Data records
☆ ☆ ☆ ☆
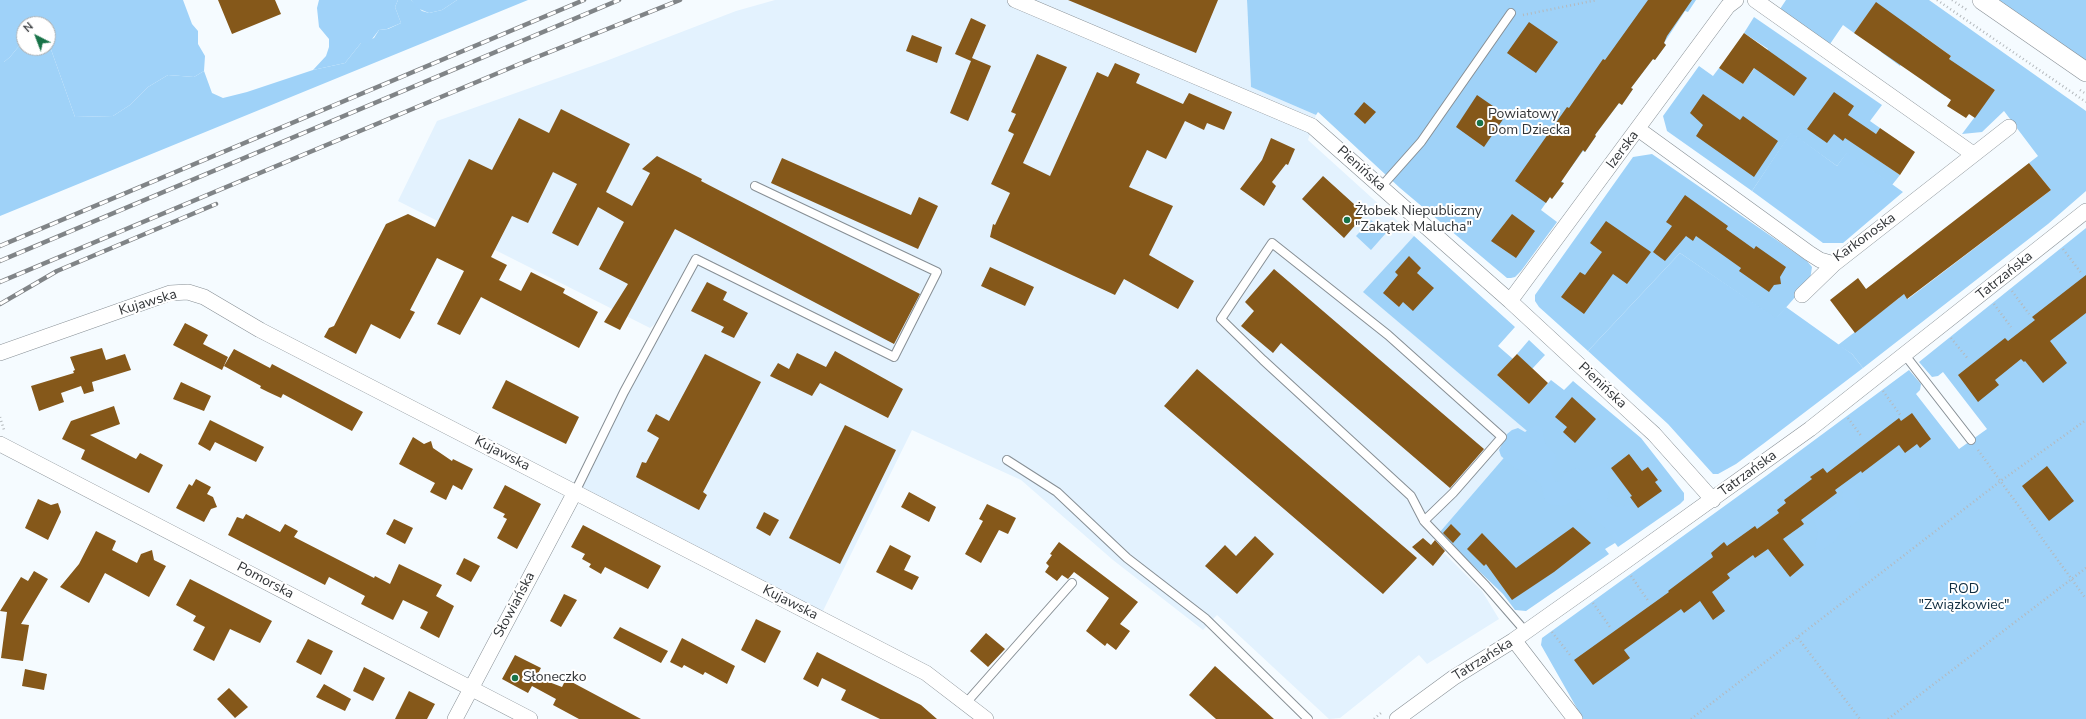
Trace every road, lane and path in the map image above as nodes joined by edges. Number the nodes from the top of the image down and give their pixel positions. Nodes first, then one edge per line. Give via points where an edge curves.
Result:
1 (1015, 0) edge
2 (1597, 0) edge
3 (1736, 0) edge
4 (1755, 0) edge
5 (1937, 0) edge
6 (1982, 0) edge
7 (1511, 13) joint
8 (2086, 72) edge
9 (2086, 102) edge
10 (2009, 127) dead end
11 (1638, 129) junction
12 (1973, 154) junction
13 (754, 186) dead end
14 (1381, 187) junction
15 (2086, 211) edge
16 (2060, 246) dead end
17 (1834, 264) junction
18 (2082, 274) dead end
19 (2009, 287) dead end
20 (1802, 295) dead end
21 (1991, 300) dead end
22 (1510, 301) junction
23 (2029, 314) dead end
24 (2011, 327) dead end
25 (1948, 334) dead end
26 (0, 353) edge
27 (1905, 355) junction
28 (1968, 359) dead end
29 (1880, 388) dead end
30 (1840, 406) junction
31 (1901, 416) dead end
32 (0, 417) edge
33 (2086, 420) edge
34 (0, 432) edge
35 (1862, 437) dead end
36 (1971, 440) joint
37 (0, 444) edge
38 (1008, 460) dead end
39 (2002, 480) junction
40 (575, 492) junction
41 (1713, 500) junction
42 (1424, 521) junction
43 (2086, 568) edge
44 (1628, 573) dead end
45 (2071, 579) junction
46 (1072, 583) dead end
47 (2086, 599) edge
48 (1590, 600) dead end
49 (1649, 602) dead end
50 (1610, 627) dead end
51 (1549, 628) dead end
52 (1520, 636) junction
53 (1798, 638) junction
54 (1570, 655) dead end
55 (470, 689) junction
56 (966, 703) junction
57 (455, 719) edge
58 (530, 719) edge
59 (986, 719) edge
60 (1308, 719) edge
61 (1397, 719) edge
62 (1575, 719) edge
63 (1691, 719) edge
64 (1860, 719) edge
65 (1888, 719) edge

1 - 14 street, Pienińska via 1312,126
2 - 7 path via 1523,15
3 - 11 street, Izerska via 1728,6
4 - 12 street
5 - 9 path
6 - 8 street
7 - 14 lane via 1421,142
10 - 12 street, Karkonoska
11 - 17 street, Karkonoska via 1809,253
11 - 22 street, Izerska
12 - 17 street, Karkonoska
13 - 40 lane via 937,272 894,357 696,259 624,392
14 - 22 street, Pienińska
15 - 27 street, Tatrzańska
16 - 18 path
17 - 20 street
19 - 23 path
21 - 24 path
22 - 41 street, Pienińska via 1654,434
25 - 28 path
26 - 40 street, Kujawska via 170,293 188,292 204,297 260,330
27 - 30 street, Tatrzańska
27 - 36 lane
29 - 31 path
30 - 35 path
30 - 41 street, Tatrzańska
32 - 34 path via 6,435
33 - 39 path
36 - 39 path
37 - 55 street, Pomorska
38 - 60 lane via 1057,492 1127,558 1206,619
39 - 45 path
39 - 53 path
40 - 55 street, Słowiańska
40 - 56 street, Kujawska via 926,673
41 - 52 street, Tatrzańska
42 - 42 lane via 1411,496 1221,319 1272,242 1388,335 1502,437
42 - 52 lane via 1486,586
43 - 45 path
44 - 49 path
45 - 47 path
45 - 65 path
46 - 56 lane
48 - 50 path
51 - 54 path
52 - 61 street, Tatrzańska via 1453,678
52 - 62 street
53 - 63 path
53 - 64 path
55 - 57 street, Słowiańska
55 - 58 street, Pomorska
56 - 59 street, Kujawska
☆ ☆ ☆ ☆
* Description of the task
Find every line in the records that holds the word "Kujawska", then state the count alone.

* Exercise output
3